TRIBUNAL CANTONAL

 

 

 

 

FA24.029118-241599

40


 

 


Cour des poursuites et faillites

________________________________________________

Arrêt du 30 décembre 2024

_______________________

Composition :               M.              Hack, président

                            Mmes              Byrde et Cherpillod, juges

Greffier               :              Mme              Debétaz Ponnaz

 

 

*****

 

 

Art. 17, 18 al. 1 et 272 al. 1 LP

 

 

              La Cour des poursuites et faillites du Tribunal cantonal prend séance à huis clos, en sa qualité d'autorité cantonale supérieure de surveillance, pour statuer sur le recours interjeté par F.________, à [...], contre la décision rendue le 4 novembre 2024 par la Présidente du Tribunal d’arrondissement de Lausanne, autorité inférieure de surveillance, dans la cause en plainte opposant la recourante à l’Office des poursuites du district de l'Ouest lausannois, à Renens.

 

              Vu les pièces du dossier, la cour considère :

 

 

 

              En fait :

 

 

A.              a) Le 14 juin 2024, à la requête de F.________ (ci-après : la créancière), le Juge de paix du district de l’Ouest lausannois a ordonné le séquestre de « la part saisissable des rémunérations échues et à échoir, y compris 13ème salaire et gratifications, dues à Madame B.________ par son employeur la société K.________ Suisse SA, succursale de [...] », pour une créance de 24'093 fr. 29 avec intérêt à 5 % l’an dès le 17 juin 2023. Le titre de cette créance était une « Ordonnance de référé du 16 novembre 2021 du Tribunal judiciaire de Thonon-les-Bains, rectifiée par l’Ordonnance en rectification d’erreur matérielle du 1er février 2022 du Tribunal judiciaire de Thonon-les-Bains », reconnue et déclarée exécutoire par prononcé séparé du juge de paix du 14 juin 2024.

 

              b) Le 14 juin 2024 encore, l’Office des poursuites du district de l’Ouest lausannois (ci-après : l’Office) a avisé la créancière du rejet de sa réquisition de séquestre contre B.________, pour les motifs ci-après :

« Incompétence en raison du for

Lorsque le séquestre a pour objet des créances de salaire et que le débiteur est domicilié à l’étranger, le for du séquestre est au siège de l’employeur.
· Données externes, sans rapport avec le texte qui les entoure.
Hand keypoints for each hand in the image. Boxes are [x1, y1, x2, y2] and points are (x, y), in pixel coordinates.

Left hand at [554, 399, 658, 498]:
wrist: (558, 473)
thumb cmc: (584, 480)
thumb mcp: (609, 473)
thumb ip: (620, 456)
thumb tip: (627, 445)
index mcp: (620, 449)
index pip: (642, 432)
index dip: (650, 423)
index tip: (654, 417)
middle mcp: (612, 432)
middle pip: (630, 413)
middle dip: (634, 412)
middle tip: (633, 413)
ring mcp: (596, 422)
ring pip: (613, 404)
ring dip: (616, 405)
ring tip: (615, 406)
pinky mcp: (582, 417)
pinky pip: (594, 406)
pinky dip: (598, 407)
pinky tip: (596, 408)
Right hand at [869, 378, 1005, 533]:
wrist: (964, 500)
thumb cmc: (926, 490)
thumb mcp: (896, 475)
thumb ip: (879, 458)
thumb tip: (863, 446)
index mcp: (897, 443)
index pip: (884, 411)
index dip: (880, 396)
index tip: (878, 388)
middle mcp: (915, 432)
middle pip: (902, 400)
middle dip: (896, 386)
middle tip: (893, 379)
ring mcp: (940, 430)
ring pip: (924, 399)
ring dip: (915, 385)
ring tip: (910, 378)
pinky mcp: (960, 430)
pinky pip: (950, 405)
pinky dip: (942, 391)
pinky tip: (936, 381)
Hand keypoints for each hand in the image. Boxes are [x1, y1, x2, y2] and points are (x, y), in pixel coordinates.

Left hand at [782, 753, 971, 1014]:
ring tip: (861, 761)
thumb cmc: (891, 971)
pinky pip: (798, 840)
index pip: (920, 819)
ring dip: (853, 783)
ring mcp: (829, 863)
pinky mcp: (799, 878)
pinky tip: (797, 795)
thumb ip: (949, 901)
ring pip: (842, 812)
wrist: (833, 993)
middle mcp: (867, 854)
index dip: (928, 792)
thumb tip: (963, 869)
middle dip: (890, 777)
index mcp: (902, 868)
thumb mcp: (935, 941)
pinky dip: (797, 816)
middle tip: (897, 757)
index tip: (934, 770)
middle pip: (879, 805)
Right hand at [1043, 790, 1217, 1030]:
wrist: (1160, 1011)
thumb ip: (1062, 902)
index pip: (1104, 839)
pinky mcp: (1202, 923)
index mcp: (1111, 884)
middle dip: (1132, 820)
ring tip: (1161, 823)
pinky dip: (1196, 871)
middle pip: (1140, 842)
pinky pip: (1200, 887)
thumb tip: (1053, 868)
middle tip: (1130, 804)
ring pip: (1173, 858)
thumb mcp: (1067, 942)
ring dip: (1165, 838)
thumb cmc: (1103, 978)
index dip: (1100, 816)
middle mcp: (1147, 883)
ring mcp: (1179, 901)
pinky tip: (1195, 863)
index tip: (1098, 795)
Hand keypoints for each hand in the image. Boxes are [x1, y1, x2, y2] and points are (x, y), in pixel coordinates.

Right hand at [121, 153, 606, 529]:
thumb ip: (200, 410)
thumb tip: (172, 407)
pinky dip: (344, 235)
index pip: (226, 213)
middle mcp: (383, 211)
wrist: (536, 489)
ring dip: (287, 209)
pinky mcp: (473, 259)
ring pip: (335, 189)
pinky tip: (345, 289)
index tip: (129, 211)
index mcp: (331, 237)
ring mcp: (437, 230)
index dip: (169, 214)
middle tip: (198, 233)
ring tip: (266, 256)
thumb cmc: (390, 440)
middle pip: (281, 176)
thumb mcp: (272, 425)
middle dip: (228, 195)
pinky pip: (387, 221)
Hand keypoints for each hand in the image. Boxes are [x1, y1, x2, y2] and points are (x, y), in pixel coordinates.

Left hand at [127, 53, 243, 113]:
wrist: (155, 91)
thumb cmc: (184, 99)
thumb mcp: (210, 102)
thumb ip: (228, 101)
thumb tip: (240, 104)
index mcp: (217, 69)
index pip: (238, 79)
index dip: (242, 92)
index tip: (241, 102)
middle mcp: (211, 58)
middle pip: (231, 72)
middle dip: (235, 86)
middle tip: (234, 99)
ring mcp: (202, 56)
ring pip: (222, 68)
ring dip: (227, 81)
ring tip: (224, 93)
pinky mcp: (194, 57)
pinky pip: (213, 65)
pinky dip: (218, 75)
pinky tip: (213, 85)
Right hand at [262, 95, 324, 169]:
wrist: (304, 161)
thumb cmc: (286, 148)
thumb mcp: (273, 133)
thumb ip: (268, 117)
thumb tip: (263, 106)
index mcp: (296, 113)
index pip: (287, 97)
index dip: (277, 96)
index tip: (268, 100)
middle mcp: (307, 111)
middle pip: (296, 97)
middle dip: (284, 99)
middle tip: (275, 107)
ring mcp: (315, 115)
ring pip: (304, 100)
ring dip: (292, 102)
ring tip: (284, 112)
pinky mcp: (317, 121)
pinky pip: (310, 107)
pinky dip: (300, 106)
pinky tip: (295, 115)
En l’espèce, la société K.________ SA établie à (…) [...] est en fait une succursale de K.________ Schweiz AG qui a son siège à (…) [...] (…) ; ceci ressort de l’extrait du Registre du commerce. Dès lors, compte tenu de la jurisprudence établie en la matière, notamment ATF 114 III 32 – JdT 1989 II 89-90 et l’article 46 al. 2 LP [réd. : loi fédérale sur la poursuite pour dettes et la faillite ; RS 281.1], il vous appartient d’obtenir une nouvelle ordonnance de séquestre auprès du Juge compétent en vertu du domicile du tiers employeur. »

 

              c) Le 28 juin 2024, la créancière a déposé une plainte au sens de l’art. 17 LP auprès de la Présidente du Tribunal d’arrondissement de Lausanne, autorité inférieure de surveillance en matière de poursuites pour dettes et de faillite, concluant à ce que, sans frais, l’avis de rejet d’une réquisition précité soit déclaré nul et non avenu et la facture d’émoluments y relative annulée, et à ce qu’ordre soit donné à l’Office de procéder sans délai à l’exécution de l’ordonnance de séquestre du 14 juin 2024. Elle a produit notamment un extrait du Registre du commerce du canton de Vaud concernant K.________ Suisse SA, succursale de [...], indiquant que la raison sociale du siège principal est K.________ Schweiz AG, à [...], et une lettre du Secrétariat d’Etat aux migrations de la Confédération suisse du 23 mai 2024, indiquant que B.________ est au bénéfice d’un permis frontalier et travaille auprès de K.________ [...] SA, à [...].

 

              d) L’Office s’est déterminé le 2 août 2024, concluant au rejet de la plainte. Il a notamment produit un courriel qu’il avait reçu de K.________ Schweiz AG le 25 juillet 2024, indiquant : « le salaire de nos employés est traité par le siège ».

 

B.              A la suite de l’audience de plainte tenue le 22 août 2024 en présence du mandataire de la plaignante et d’un représentant de l’Office, la Présidente du tribunal a rendu une décision, le 4 novembre 2024, rejetant la plainte, sans frais ni dépens.

 

              Cette décision a été notifiée à la plaignante, par l’intermédiaire de son mandataire, le 12 novembre 2024.             

 

C.              Par acte du 21 novembre 2024, la plaignante a recouru contre cette décision auprès de la cour de céans, autorité supérieure de surveillance. Elle a conclu principalement à ce que, sans frais, la décision attaquée soit annulée, à ce que l’avis de rejet d’une réquisition litigieux soit déclaré nul et non-avenu et la facture d’émoluments y relative annulée, et à ce qu’ordre soit donné à l’Office de procéder sans délai à l’exécution de l’ordonnance de séquestre du 14 juin 2024.

 

              Invité à se déterminer sur le recours, l’Office a indiqué, par lettre du 11 décembre 2024, n’avoir pas d’éléments nouveaux à apporter dans cette affaire et confirmer sa détermination du 2 août 2024.

 

 

 

              En droit :

 

 

1.              Formé par la plaignante contre une décision de l’autorité inférieure de surveillance dans le délai de dix jours suivant sa notification, le recours a été déposé en temps utile par une partie qui a la qualité pour recourir (art. 18 al. 1 LP et 28 al. 1 LVLP [loi vaudoise d'application de la LP ; RSV 280.05]). Il comporte l’énoncé de conclusions et est suffisamment motivé (art. 18 LP ; art. 28 al. 3 LVLP ; TF 5A_118/2018 du 7 février 2018 consid. 4.2). Il est recevable.

 

 

2.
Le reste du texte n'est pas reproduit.